また、図14、図15に示すように、車両の前後方向において前方から後方に向かって第1列シート68A、第2列シート68B、第3列シート68Cが並べられて表示されている。
第1列シート68A、第2列シート68B、第3列シート68Cのそれぞれに着座する乗員M1、M2、M3が表示されている。
各部計測に際しては、上述した画像の変形操作の場合と同様に、入力装置6Dとしてのマウスなどのポインティングデバイスを用いて表示装置60Eの画面上に表示されるカーソルやポインタなどの操作用の指標を操作することで行う。
例えば、新車両企画検討用モデルの外形画像上にカーソルやポインタなどの操作用の指標を位置させた状態でクリックして始点としての計測位置を決定する。
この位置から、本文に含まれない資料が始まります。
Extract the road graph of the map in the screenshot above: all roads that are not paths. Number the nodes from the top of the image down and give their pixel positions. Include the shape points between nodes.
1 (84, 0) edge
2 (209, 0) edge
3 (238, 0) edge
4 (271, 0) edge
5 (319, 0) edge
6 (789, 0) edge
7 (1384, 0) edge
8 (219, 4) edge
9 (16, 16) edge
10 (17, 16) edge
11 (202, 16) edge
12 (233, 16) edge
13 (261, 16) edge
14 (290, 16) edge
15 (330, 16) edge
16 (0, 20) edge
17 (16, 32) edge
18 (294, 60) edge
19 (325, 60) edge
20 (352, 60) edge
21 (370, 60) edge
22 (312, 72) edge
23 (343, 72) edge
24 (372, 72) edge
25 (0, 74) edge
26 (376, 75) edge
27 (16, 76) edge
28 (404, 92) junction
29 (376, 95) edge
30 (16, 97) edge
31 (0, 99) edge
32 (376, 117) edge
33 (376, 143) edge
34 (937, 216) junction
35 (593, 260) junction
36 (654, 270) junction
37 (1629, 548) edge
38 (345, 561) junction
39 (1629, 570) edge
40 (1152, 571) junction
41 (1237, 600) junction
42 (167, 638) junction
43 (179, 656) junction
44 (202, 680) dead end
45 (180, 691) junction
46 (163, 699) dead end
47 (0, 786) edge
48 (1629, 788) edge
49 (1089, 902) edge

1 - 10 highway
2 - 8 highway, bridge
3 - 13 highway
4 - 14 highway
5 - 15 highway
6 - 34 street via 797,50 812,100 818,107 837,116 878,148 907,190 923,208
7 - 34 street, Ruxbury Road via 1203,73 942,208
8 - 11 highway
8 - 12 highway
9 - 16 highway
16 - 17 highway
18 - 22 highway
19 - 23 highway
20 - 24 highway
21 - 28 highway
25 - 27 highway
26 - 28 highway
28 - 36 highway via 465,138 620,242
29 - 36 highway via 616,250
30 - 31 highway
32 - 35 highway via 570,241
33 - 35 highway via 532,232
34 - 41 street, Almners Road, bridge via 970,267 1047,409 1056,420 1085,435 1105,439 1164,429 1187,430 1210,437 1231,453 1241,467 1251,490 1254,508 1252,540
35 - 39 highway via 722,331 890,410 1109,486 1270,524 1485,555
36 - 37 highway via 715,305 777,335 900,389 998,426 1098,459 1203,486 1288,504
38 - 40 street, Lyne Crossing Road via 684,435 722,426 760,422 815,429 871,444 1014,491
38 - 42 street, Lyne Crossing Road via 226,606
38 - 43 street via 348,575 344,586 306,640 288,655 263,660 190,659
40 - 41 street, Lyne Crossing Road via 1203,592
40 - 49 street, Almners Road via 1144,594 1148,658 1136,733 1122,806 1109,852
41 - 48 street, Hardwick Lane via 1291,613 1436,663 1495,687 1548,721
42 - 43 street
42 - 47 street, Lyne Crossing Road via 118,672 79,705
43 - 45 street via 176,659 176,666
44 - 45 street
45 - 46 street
そして、それらカーソルやポインタなどの操作用の指標を終点としての計測位置までドラッグしたのち再度クリックする。
このように操作することで、始点から終点までの寸法を計測する。
このような画面上の画像の任意箇所の計測操作は、CGやCADなどで使用される従来公知の様々な画像処理用のアプリケーションソフトウェアを用いた場合の操作と同様である。
【0042】
図15、図16、図17に示すように、計測する各部分としては、前述した全長A、ホイルベースB、フロントオーバーハングC、リアオーバーハングD、全高H、フロントトレッドK、リアトレッドL、車体幅Mに加えて下記の各部分の寸法がある。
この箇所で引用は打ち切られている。